Note each line in the data holding the string "CEDAR" and report it.
=== Section Start ===
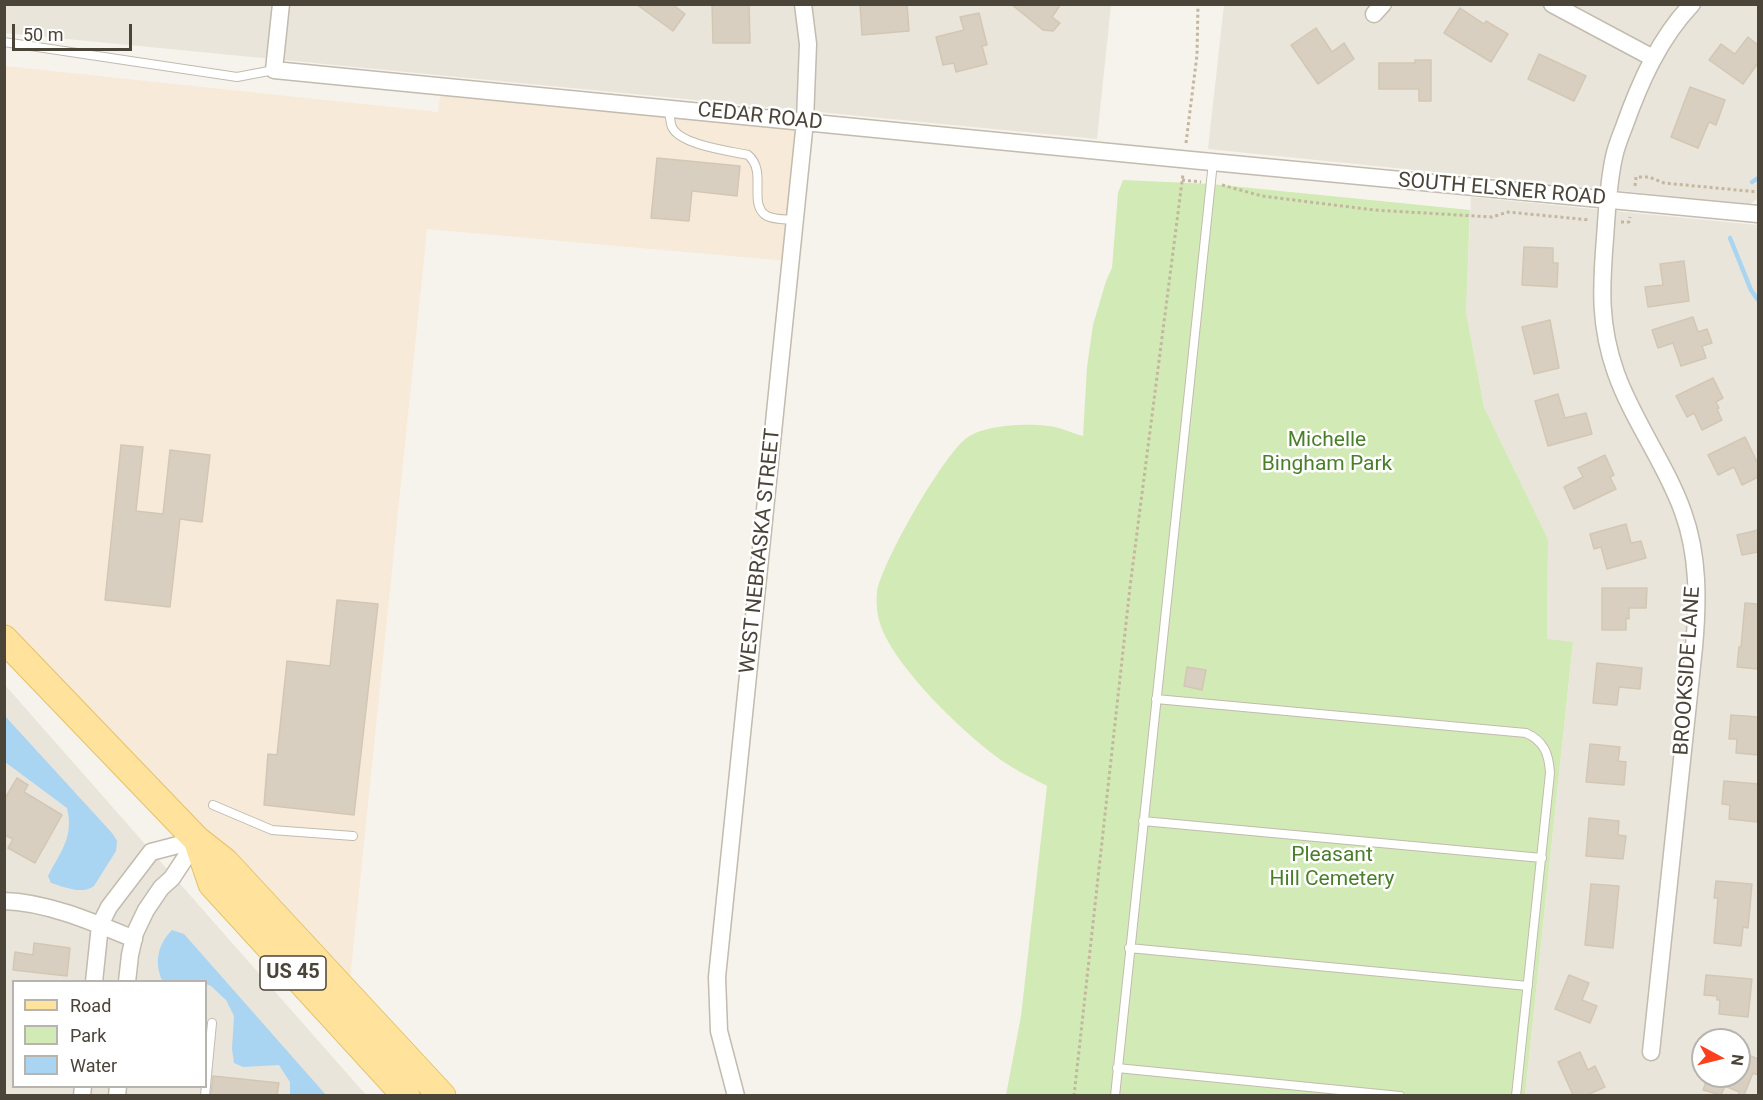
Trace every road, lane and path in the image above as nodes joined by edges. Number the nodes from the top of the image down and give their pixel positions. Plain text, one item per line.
1 (281, 4) edge
2 (803, 4) edge
3 (1198, 4) edge
4 (1552, 4) edge
5 (1692, 4) edge
6 (4, 42) edge
7 (1653, 58) junction
8 (274, 70) junction
9 (668, 108) junction
10 (806, 121) junction
11 (1184, 158) junction
12 (1213, 162) junction
13 (1246, 166) joint
14 (1607, 200) junction
15 (1758, 214) edge
16 (795, 220) junction
17 (4, 639) edge
18 (1156, 699) junction
19 (213, 806) dead end
20 (1143, 821) junction
21 (353, 837) dead end
22 (197, 840) junction
23 (1542, 858) junction
24 (4, 901) edge
25 (100, 925) junction
26 (134, 939) junction
27 (1129, 948) junction
28 (94, 980) edge
29 (127, 980) edge
30 (1528, 986) junction
31 (212, 1023) dead end
32 (1651, 1053) dead end
33 (1117, 1068) junction
34 (207, 1074) edge
35 (406, 1095) edge
36 (441, 1095) edge
37 (736, 1095) edge
38 (1074, 1095) edge
39 (1115, 1095) edge
40 (1400, 1095) edge
41 (1516, 1095) edge

1 - 8 street
2 - 10 street, WEST NEBRASKA STREET
3 - 11 path
4 - 7 street
5 - 7 street, BROOKSIDE LANE
6 - 8 lane
7 - 14 street, BROOKSIDE LANE
8 - 9 street, CEDAR ROAD
9 - 10 street, CEDAR ROAD
9 - 16 lane
10 - 11 street, CEDAR ROAD
10 - 16 street, WEST NEBRASKA STREET
11 - 12 street, CEDAR ROAD
11 - 38 path
12 - 13 street, CEDAR ROAD
12 - 18 lane
13 - 14 street, SOUTH ELSNER ROAD
14 - 15 street, SOUTH ELSNER ROAD
14 - 32 street, BROOKSIDE LANE
16 - 37 street, WEST NEBRASKA STREET
17 - 22 main road, US 45
18 - 20 lane
18 - 23 lane
19 - 21 lane
20 - 23 lane
20 - 27 lane
22 - 25 street
22 - 26 street
22 - 35 main road, US 45
22 - 36 main road, US 45
23 - 30 lane
24 - 25 street
25 - 26 street
25 - 28 street
26 - 29 street
27 - 30 lane
27 - 33 lane
30 - 41 lane
31 - 34 lane
33 - 39 lane
33 - 40 lane

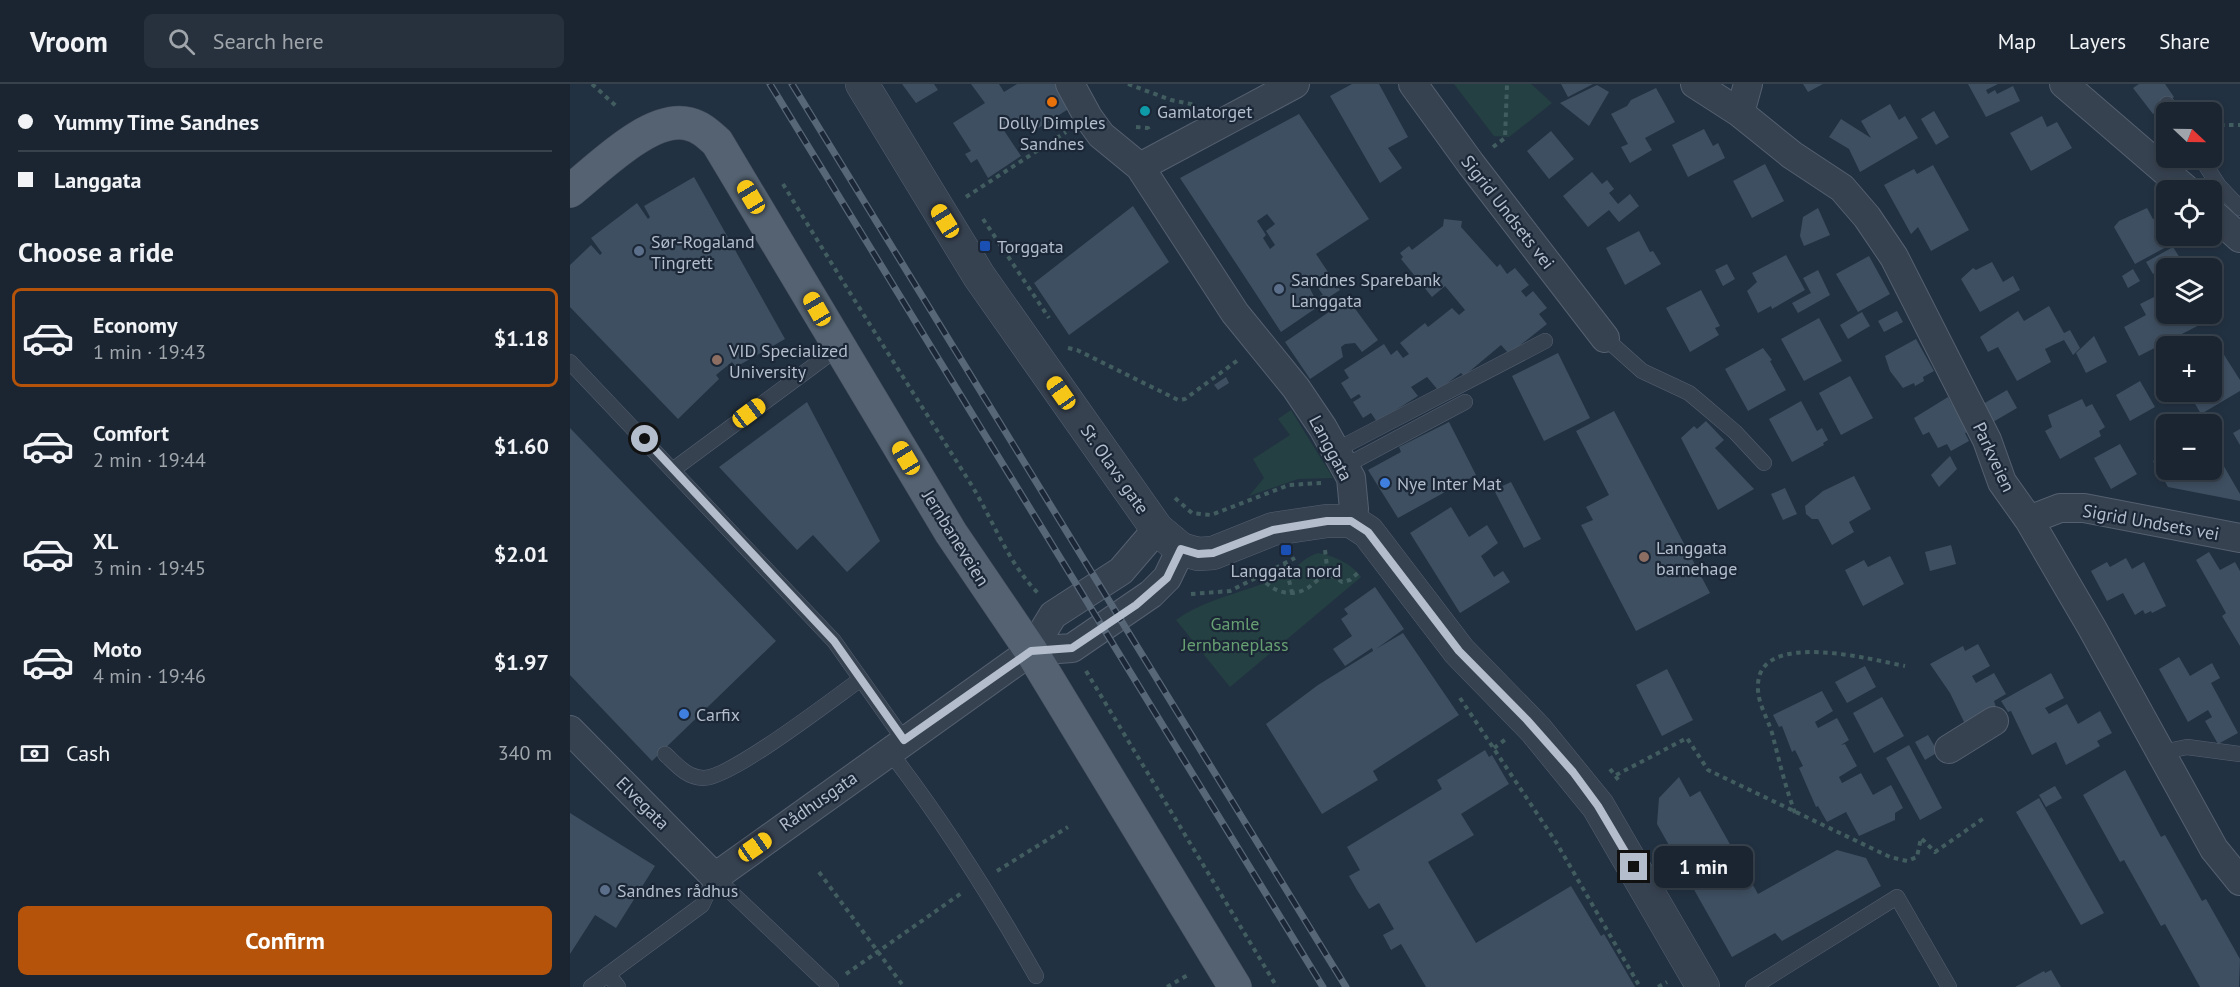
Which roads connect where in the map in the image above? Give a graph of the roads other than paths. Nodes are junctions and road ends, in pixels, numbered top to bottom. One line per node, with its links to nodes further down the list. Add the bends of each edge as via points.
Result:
1 (862, 84): 27 (street, St. Olavs gate, via 979,276)
2 (1070, 84): 9 (street, Langgata, via 1101,135)
3 (1295, 84): 9 (street)
4 (1413, 84): 16 (street, Sigrid Undsets vei)
5 (1695, 84): 8 (street, Parkveien)
6 (1748, 84): 8 (street)
7 (2064, 84): 11 (street)
8 (1740, 113): 24 (street, Parkveien, via 1792,155 1842,188 1867,216 1894,258 1987,440 2002,482)
9 (1140, 167): 22 (street, Langgata, via 1212,280 1296,388)
10 (2207, 168): 13 (lane)
11 (2175, 180)
12 (570, 191): 18 (main road, Jernbaneveien, via 638,137 656,128 688,124 703,130 729,159)
13 (2240, 208)
14 (2222, 222): 15 (street)
15 (2240, 238)
16 (1605, 338): 21 (lane, via 1642,371 1689,393 1735,432)
17 (1545, 341): 22 (lane)
18 (839, 347): 23 (lane); 28 (main road, Jernbaneveien, via 951,533)
19 (570, 362): 23 (lane)
20 (1465, 402): 22 (lane)
21 (1764, 464)
22 (1337, 466): 25 (street, Langgata, via 1353,488 1354,509)
23 (674, 469): 29 (lane, via 834,641)
24 (2029, 520): 26 (street, Sigrid Undsets vei, via 2060,508 2084,508); 34 (street, Parkveien)
25 (1343, 535): 27 (street, via 1327,521 1273,530 1213,553 1198,554); 45 (street, via 1368,532 1459,651 1573,772 1598,806)
26 (2240, 537)
27 (1169, 539): 28 (street, via 1053,615); 28 (street, via 1167,578 1151,594 1072,648)
28 (1031, 651): 32 (street, Rådhusgata); 44 (main road, Jernbaneveien)
29 (861, 679): 32 (lane); 35 (lane, via 738,764 706,778 688,775)
30 (1994, 721): 33 (street)
31 (570, 729): 37 (street, Elvegata)
32 (896, 746): 37 (street, Rådhusgata); 40 (lane)
33 (1949, 750)
34 (2163, 752): 36 (lane, via 2187,747); 38 (street, Parkveien, via 2214,849)
35 (665, 754)
36 (2240, 754)
37 (716, 877): 39 (lane, Rådhusgata, via 702,905); 41 (lane)
38 (2240, 881)
39 (608, 974): 42 (lane, Rådhusgata); 43 (lane)
40 (1036, 976)
41 (830, 986)
42 (591, 987)
43 (618, 987)
44 (1234, 987)
45 (1703, 987)
46 (1753, 987): 47 (lane, via 1897,897)
47 (1949, 987)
=== Section End ===
Solution for this problem -
8 - 9 street, CEDAR ROAD
9 - 10 street, CEDAR ROAD
10 - 11 street, CEDAR ROAD
11 - 12 street, CEDAR ROAD
12 - 13 street, CEDAR ROAD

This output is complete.